In 1638, a number of African Americans arrived in Boston as slaves on the ship Desiré from New Providence Island in the Bahamas. They were the first black people in Boston on record; others may have arrived earlier.

The first black landowner in Boston was a man named Bostian Ken, who purchased a house and four acres in Dorchester in 1656. (Dorchester was annexed to Boston in 1870). A former slave, Ken bought his own freedom, but was not necessarily a freeman with the right to vote. For humanitarian reasons he mortgaged his house and land to free another slave, making him technically the first African American to "purchase" a slave. Zipporah Potter Atkins bought land in 1670, on the edge of what is now the North End.
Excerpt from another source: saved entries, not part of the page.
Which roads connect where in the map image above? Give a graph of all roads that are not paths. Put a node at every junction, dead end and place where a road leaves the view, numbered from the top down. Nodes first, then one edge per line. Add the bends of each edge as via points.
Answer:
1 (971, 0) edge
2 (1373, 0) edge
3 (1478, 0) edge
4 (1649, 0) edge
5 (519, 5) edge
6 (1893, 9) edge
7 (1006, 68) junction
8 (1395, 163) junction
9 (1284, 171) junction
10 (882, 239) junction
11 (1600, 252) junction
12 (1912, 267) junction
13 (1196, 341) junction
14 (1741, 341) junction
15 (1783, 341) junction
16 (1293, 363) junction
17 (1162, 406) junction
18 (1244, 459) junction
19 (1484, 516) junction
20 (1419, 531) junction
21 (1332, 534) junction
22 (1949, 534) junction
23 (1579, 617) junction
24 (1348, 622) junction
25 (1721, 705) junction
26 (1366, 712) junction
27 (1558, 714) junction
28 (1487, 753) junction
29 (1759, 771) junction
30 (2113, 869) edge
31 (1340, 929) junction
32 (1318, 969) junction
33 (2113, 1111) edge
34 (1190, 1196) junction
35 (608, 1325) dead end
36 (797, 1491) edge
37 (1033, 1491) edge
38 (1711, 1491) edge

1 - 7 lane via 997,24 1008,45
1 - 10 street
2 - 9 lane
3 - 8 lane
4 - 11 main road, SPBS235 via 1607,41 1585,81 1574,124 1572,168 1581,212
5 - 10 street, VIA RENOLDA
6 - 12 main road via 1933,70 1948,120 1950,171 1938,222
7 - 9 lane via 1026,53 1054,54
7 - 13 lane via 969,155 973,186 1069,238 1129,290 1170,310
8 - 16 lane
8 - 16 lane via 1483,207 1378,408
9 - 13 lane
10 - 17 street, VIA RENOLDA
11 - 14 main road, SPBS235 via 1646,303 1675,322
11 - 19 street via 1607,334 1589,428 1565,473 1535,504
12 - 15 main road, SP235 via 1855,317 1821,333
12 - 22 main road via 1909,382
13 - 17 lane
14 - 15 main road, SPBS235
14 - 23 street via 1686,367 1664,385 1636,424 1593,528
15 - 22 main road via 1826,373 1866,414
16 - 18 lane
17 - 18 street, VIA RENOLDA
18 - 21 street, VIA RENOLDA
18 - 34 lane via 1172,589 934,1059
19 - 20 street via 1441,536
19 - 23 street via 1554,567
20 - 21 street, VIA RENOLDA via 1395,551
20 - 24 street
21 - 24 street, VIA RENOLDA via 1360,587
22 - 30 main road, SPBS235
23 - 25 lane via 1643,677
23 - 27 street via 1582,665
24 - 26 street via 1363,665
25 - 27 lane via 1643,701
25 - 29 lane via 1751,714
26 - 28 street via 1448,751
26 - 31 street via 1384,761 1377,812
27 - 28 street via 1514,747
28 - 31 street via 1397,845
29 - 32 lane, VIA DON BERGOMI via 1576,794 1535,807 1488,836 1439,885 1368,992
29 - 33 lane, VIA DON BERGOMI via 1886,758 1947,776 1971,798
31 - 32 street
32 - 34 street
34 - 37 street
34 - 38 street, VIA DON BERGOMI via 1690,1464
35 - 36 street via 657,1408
A small community of free African Americans lived at the base of Copp's Hill from the 17th to the 19th century. Members of this community were buried in the Copp's Hill Burying Ground, where a few remaining headstones can still be seen today. The community was served by the First Baptist Church. In 1720, an estimated 2,000 African Americans lived in Boston.

In 1767, the 15-year-old Phillis Wheatley published her first poem, "On Messrs. Hussey and Coffin", in the Newport Mercury. It was the first poem published in the Colonies by an African American. Wheatley was a slave from Senegal who lived in the home of Susanna Wheatley on King Street. Wheatley is featured, along with Abigail Adams and Lucy Stone, in the Boston Women's Memorial, a 2003 sculpture on Commonwealth Avenue.

The first casualty of the American Revolutionary War was a man of African and Wampanoag descent, Crispus Attucks, who was killed in the Boston Massacre in 1770. Historians disagree on whether Attucks was a free man or an escaped slave. Slavery was abolished in Massachusetts in 1781, mostly out of gratitude for black participation in the Revolutionary War. Subsequently, a sizable community of free blacks and escaped slaves developed in Boston.

Black Bostonians who fought in the Revolutionary War include Primus Hall, Barzillai Lew, and George Middleton, among others. The Bunker Hill Monument in Charlestown marks the site of the Battle of Bunker Hill, in which a number of African Americans fought, including Peter Salem, Salem Poor, and Seymour Burr.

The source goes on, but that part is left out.